A town synonymous with William Shakespeare, Stratford-upon-Avon has become one of the UK’s most popular tourist destinations. Given the market town’s rich history, tourism contributes to a large sum of the town’s economy, which has been hit hard a result of the coronavirus pandemic. Experts have calculated Stratford-upon-Avon’s tourist destinations will lose almost half of their entire income this year.
Before lockdown, the Warwickshire town attracted up to six million visitors annually – home to sites such as William Shakespeare’s birthplace (now a museum); Mary Arden’s Farm, the family home of Shakespeare’s mother; Anne Hathaway’s cottage (Shakespeare’s former wife, not the actress, somewhat disappointingly); and the Holy Trinity Church, where the world’s most famous playwright is buried.
The more tourist-friendly a location, the harder it tends to be to find good food, plagued by so many magnificently awful tourist trap restaurants. (Without having put in hours of research, how many great meals have you honestly eaten in Rome, Venice, or even Paris?)
After almost four months of closure, The Woodsman re-opened in Stratford-upon-Avon’s Hotel Indigo on 8th July. Initially opened last year, the restaurant is a project from Mike Robinson, co-owner of Michelin-starred Harwood Arms in London, and recently opened The Elder in Bath. At The Woodsman, Robinson’s passion for British produce and sustainable wild food is showcased, with a particular focus on ingredients from the great British woodland, with food sourced carefully and locally, most of which is cooked over fire and charcoal in the restaurant’s open kitchen led by Executive Chef Mike Robinson alongside Head Chef Jon Coates (designed to mimic a stage, perhaps unsurprisingly given the location).
All deer – muntjac, roe, fallow – is sourced from Robinson’s venison business, Robinson Wild Foods, with carcasses handled correctly from farm-to-fork. Fish, meanwhile, is sourced from Cornish fisheries, while local Evesham vegetables and wild herbs from the kitchen garden are also utilised.
Adhering to government guidelines, The Woodsman is currently serving a smaller number of guests, facilitating social distancing up to two-metres where possible, as well as having additional control measures in place. Fortunately, the dining room is spacious, yet remains atmospheric, with period features such as charming oak beams dating back to the 1600s and traditional brick fireplaces, matched with a natural colour palate and large windows which allow natural light to flood the space. An exceptional standard of service (professional but never overly fussy) also has a particularly amiable effect on the overall dining experience.

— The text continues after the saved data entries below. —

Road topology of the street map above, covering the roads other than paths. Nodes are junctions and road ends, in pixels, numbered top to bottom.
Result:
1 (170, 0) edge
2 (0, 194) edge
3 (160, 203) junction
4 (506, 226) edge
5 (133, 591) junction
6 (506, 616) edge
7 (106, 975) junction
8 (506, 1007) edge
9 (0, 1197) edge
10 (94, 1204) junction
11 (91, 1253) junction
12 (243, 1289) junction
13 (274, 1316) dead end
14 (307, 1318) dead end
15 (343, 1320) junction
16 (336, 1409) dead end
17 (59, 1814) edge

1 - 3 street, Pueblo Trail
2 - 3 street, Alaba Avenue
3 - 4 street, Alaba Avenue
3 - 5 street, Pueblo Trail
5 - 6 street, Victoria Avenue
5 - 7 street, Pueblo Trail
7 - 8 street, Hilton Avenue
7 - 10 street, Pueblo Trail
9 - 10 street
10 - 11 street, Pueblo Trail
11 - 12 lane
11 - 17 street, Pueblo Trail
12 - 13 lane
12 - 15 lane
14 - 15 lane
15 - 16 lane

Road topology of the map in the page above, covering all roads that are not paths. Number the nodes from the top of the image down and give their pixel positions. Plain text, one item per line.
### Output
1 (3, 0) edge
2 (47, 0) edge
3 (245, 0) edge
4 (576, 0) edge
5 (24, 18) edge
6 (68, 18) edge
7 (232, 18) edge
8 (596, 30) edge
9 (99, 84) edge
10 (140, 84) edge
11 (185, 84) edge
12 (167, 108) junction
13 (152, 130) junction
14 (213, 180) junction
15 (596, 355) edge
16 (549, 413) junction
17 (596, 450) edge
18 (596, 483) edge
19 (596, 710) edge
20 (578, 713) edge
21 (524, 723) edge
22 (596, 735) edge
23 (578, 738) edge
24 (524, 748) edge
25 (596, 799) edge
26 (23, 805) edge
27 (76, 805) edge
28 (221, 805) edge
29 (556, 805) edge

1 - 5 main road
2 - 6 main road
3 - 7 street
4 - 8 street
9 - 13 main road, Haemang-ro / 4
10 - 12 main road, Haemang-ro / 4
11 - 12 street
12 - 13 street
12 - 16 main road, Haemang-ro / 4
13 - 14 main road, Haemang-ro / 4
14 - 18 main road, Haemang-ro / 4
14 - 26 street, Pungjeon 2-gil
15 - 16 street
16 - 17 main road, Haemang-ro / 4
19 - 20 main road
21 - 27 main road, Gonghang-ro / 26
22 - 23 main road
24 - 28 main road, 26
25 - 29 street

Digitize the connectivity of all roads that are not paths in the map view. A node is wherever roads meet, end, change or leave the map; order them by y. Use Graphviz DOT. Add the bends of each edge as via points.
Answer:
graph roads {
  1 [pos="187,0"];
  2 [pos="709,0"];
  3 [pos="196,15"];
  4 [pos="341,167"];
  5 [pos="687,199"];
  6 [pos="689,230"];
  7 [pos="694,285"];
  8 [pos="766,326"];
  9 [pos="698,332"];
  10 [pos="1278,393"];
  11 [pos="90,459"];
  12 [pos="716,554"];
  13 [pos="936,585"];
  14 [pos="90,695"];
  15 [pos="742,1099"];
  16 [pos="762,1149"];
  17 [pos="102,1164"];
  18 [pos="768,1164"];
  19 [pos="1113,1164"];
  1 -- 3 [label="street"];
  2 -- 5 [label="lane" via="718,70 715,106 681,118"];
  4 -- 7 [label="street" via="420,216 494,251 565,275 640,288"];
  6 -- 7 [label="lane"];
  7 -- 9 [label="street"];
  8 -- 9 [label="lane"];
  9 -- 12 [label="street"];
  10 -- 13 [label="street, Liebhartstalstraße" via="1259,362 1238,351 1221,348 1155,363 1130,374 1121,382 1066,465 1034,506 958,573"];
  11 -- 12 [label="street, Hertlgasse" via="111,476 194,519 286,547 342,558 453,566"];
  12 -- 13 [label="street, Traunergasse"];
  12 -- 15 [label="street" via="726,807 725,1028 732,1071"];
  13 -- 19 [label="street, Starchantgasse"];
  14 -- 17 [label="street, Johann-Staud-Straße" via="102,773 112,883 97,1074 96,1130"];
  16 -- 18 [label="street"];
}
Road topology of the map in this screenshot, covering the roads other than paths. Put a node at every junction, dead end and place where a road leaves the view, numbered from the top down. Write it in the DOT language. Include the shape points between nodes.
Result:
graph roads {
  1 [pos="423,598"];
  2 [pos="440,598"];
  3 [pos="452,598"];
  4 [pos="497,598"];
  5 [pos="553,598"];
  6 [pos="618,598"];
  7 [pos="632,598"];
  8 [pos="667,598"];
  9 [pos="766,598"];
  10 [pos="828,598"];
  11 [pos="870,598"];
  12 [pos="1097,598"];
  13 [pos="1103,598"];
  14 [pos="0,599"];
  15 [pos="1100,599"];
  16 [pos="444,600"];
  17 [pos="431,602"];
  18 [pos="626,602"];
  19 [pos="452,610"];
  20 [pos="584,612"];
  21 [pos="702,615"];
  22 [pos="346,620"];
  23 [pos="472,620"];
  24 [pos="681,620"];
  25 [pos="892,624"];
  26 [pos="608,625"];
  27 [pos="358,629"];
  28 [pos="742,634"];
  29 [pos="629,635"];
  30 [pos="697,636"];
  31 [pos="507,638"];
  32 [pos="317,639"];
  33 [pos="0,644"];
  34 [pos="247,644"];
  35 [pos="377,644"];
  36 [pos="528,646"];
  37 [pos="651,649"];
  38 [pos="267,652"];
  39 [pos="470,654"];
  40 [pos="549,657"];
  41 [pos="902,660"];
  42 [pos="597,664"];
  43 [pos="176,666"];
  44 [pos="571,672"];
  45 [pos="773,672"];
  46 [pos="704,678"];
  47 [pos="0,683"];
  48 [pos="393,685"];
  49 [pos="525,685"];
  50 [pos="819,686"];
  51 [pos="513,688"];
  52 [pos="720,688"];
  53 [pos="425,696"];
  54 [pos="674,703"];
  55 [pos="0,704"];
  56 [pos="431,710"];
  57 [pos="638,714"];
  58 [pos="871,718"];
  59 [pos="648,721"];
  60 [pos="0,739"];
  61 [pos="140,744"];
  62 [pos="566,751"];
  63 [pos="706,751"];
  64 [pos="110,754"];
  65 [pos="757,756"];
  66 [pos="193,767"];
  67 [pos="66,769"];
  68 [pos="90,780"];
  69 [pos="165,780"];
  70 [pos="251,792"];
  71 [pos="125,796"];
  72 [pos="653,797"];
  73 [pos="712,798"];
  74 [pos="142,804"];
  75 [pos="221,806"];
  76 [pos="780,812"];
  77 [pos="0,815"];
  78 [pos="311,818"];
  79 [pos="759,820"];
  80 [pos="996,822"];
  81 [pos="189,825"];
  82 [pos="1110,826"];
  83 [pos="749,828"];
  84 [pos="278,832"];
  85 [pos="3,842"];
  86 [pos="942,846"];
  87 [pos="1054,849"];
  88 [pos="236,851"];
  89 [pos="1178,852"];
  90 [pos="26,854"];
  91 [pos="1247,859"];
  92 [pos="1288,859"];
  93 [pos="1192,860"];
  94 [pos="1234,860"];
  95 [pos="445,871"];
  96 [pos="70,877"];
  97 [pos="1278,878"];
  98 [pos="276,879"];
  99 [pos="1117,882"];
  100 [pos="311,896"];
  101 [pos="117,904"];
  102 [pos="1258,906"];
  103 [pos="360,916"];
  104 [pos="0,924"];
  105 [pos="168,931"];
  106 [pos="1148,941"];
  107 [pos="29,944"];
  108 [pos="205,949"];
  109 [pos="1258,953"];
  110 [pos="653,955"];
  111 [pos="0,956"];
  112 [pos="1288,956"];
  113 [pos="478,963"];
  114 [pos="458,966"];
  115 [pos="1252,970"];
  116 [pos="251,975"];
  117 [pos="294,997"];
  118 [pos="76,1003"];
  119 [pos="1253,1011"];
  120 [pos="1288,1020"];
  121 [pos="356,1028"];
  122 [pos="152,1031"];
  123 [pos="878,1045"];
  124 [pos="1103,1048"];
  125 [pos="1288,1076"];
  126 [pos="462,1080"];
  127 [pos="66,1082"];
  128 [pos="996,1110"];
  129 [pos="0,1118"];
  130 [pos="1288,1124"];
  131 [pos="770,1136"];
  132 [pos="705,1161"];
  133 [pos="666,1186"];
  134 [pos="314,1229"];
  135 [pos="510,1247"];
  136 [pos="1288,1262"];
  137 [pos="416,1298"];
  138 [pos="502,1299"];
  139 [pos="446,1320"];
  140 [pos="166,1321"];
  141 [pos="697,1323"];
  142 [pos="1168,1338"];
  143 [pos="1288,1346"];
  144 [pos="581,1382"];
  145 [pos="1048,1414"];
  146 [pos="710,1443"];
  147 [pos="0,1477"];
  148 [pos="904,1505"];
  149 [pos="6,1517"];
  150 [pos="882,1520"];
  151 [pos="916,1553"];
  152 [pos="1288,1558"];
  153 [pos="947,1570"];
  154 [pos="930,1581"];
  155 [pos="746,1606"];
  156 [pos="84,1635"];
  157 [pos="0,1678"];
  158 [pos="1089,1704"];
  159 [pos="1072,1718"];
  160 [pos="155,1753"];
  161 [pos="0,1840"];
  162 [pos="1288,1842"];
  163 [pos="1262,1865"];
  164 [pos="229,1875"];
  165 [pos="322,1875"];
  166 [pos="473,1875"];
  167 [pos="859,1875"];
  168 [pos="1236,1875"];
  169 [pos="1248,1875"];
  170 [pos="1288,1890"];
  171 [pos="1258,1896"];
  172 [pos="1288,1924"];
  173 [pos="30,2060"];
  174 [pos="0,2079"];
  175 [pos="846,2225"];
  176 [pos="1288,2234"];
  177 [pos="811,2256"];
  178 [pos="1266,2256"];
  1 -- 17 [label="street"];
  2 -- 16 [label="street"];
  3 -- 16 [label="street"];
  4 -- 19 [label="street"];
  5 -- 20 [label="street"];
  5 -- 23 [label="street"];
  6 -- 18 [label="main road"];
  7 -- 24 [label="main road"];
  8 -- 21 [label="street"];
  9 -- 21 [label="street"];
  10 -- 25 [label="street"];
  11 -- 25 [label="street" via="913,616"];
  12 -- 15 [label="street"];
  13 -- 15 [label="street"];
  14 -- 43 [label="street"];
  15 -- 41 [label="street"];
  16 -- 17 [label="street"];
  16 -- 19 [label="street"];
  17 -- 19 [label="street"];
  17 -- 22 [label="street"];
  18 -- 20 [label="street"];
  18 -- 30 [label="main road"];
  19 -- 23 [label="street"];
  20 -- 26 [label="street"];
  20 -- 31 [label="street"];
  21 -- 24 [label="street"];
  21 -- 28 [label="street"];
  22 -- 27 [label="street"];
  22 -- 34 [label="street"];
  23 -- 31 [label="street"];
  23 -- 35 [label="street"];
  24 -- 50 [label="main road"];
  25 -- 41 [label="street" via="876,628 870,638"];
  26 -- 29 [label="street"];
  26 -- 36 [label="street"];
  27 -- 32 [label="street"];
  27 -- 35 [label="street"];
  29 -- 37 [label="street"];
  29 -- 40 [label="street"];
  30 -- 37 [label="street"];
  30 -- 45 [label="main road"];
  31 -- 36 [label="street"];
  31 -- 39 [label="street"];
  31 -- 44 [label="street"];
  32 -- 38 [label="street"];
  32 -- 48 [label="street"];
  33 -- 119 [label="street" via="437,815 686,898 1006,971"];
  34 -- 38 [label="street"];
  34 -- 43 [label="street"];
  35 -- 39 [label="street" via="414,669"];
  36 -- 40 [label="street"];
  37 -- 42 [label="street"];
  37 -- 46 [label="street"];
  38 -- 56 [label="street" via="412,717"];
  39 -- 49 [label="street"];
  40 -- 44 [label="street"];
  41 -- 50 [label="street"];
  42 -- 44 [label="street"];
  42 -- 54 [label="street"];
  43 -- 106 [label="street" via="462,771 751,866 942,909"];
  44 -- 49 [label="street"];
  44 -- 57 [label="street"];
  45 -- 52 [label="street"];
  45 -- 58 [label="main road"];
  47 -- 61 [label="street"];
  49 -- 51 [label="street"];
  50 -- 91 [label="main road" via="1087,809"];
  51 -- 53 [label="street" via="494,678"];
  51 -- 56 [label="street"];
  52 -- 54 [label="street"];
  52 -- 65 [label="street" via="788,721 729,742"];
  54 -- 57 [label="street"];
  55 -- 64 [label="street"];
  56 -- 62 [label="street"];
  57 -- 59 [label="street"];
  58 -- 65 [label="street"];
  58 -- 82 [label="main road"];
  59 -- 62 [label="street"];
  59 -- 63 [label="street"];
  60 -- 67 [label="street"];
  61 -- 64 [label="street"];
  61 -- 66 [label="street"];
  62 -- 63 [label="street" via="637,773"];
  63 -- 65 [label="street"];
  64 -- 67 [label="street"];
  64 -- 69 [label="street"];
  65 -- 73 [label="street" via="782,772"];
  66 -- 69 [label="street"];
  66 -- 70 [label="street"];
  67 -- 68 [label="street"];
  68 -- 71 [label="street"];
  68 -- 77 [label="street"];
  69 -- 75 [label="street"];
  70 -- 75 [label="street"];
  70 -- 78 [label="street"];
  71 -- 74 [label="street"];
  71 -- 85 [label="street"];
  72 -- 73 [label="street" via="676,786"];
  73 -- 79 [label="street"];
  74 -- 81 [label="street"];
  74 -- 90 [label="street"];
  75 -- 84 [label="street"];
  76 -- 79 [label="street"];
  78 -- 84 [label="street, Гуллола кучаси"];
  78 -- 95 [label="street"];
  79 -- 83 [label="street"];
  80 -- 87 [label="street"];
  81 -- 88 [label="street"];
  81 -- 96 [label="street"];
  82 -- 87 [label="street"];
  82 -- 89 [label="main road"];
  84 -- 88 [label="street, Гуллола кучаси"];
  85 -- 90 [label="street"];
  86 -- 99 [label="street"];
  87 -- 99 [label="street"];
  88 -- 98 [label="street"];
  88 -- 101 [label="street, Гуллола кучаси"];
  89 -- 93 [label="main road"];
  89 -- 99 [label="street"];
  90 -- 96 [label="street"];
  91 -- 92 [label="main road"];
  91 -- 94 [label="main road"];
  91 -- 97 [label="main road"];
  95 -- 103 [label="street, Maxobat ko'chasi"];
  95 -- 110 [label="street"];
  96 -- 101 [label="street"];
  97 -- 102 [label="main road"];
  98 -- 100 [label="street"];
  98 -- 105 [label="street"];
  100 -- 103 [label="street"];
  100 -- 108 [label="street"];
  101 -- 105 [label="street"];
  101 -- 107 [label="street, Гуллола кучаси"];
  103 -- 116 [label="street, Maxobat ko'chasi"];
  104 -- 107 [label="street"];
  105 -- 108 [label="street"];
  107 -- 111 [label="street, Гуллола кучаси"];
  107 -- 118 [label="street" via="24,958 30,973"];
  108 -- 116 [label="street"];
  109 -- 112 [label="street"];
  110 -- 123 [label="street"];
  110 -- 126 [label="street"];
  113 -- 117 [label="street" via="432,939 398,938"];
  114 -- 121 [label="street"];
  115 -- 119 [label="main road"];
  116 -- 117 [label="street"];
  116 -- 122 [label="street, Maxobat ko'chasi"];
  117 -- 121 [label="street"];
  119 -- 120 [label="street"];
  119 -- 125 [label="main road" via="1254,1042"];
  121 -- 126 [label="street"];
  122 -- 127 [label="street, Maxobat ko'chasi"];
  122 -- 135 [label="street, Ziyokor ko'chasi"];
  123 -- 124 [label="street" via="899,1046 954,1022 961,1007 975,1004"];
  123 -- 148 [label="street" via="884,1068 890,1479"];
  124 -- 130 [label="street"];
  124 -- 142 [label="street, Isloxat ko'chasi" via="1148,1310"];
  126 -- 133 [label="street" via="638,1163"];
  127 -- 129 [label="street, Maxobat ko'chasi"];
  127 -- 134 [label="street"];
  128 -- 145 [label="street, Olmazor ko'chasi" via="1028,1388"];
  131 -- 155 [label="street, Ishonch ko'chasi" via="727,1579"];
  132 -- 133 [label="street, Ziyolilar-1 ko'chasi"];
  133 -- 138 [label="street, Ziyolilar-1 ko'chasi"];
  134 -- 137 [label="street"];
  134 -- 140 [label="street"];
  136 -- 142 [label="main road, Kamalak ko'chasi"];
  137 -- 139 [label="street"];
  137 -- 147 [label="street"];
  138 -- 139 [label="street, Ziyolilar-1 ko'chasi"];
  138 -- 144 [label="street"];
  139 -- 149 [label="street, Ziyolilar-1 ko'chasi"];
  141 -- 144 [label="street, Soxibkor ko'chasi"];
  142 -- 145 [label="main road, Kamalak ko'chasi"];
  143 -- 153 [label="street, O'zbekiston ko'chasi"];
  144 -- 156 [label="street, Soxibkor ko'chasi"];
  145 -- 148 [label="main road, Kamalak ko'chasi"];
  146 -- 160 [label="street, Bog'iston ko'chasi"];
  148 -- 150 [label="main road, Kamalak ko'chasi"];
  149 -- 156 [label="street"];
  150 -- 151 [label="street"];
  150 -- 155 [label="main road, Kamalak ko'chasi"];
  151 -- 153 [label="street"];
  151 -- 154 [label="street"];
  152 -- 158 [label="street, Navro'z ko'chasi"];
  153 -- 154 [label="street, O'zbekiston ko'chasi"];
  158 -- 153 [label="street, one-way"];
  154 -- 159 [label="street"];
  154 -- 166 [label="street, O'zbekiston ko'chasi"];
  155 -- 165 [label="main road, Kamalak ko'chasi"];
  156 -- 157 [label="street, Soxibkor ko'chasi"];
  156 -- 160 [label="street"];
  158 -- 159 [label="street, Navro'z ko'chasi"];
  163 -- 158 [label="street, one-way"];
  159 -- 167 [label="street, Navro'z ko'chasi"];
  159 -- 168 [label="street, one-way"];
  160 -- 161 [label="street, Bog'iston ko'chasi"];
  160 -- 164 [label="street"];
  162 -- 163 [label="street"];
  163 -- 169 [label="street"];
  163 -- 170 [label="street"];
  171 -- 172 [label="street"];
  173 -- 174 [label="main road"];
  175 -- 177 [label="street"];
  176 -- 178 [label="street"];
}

“Because of the spacious layout of The Woodsman, including private dining areas, a large terrace seating 40, and by re-purposing the bar area and other spaces, we are really in a better position than most restaurants when it comes to ensuring that all our guests can feel safe and welcome when they return to dine with us,” says Mike Robinson, Owner of The Woodsman.
“Lockdown has caused so much disruption to the hospitality industry, and I know how challenging it’s going to be for restaurateurs everywhere to be able to operate under the social distancing and hygiene guidelines, we’re very lucky to have the space options to give us the flexibility. The Woodsman can ensure proper distancing between tables while still having an amazing atmosphere.”
On a recent visit, dinner began with a superlative Scotch egg, presenting a soft-boiled yolk, plus gorgeous “lollipops” of sweet, glazed muntjac. Both essential orders: comfort food at its most compelling. The same can be said for the chicken liver parfait, rich with iron and butter, whipped to a consistency not too far from Italian meringue, gorgeous with lightly-spiced grape chutney and a slice of warm brioche.
Since the government’s new ‘rule of six’ has ill-advisedly prevented more than six children from feeding birds, but allowing groups of up to 30 to shoot grouse, the bird has become an even greater signifier of the UK’s class divide. But during a late summer dinner at a restaurant specialising in game, grouse’s involvement comes almost guaranteed. Highly recommended, the grouse was well-prepared, slightly aged but not too high. The confit legs were the jewel in the dish’s proverbial crown, also accompanied by a hunk of quince, game crisps and a tangle of watercress.
Otherwise, The Woodsman isn’t all about meat and game. Monkfish, albeit at the meatier end of the scale, lending itself well to charcoal cooking, was well-cooked and showcased alongside cockles, Jersey Royals and some ripe tomato. Featuring a 50:25:25 ratio of potato-to-butter-to-cream, ‘Dirty Mash’ is another must order, capped with truffle breadcrumbs and braised oxtail. An example of the restaurant’s eagle-eyed attention to detail, as was the perfectly-risen blueberry souffle with tart lemon ice cream. Food worth making a special trip for, at just over two hours from Marylebone.
The Woodsman can be found at 4 Chapel Street, Stratford-upon-Avon, CV37 6HA.
This article was updated on Friday 25th September, 2020.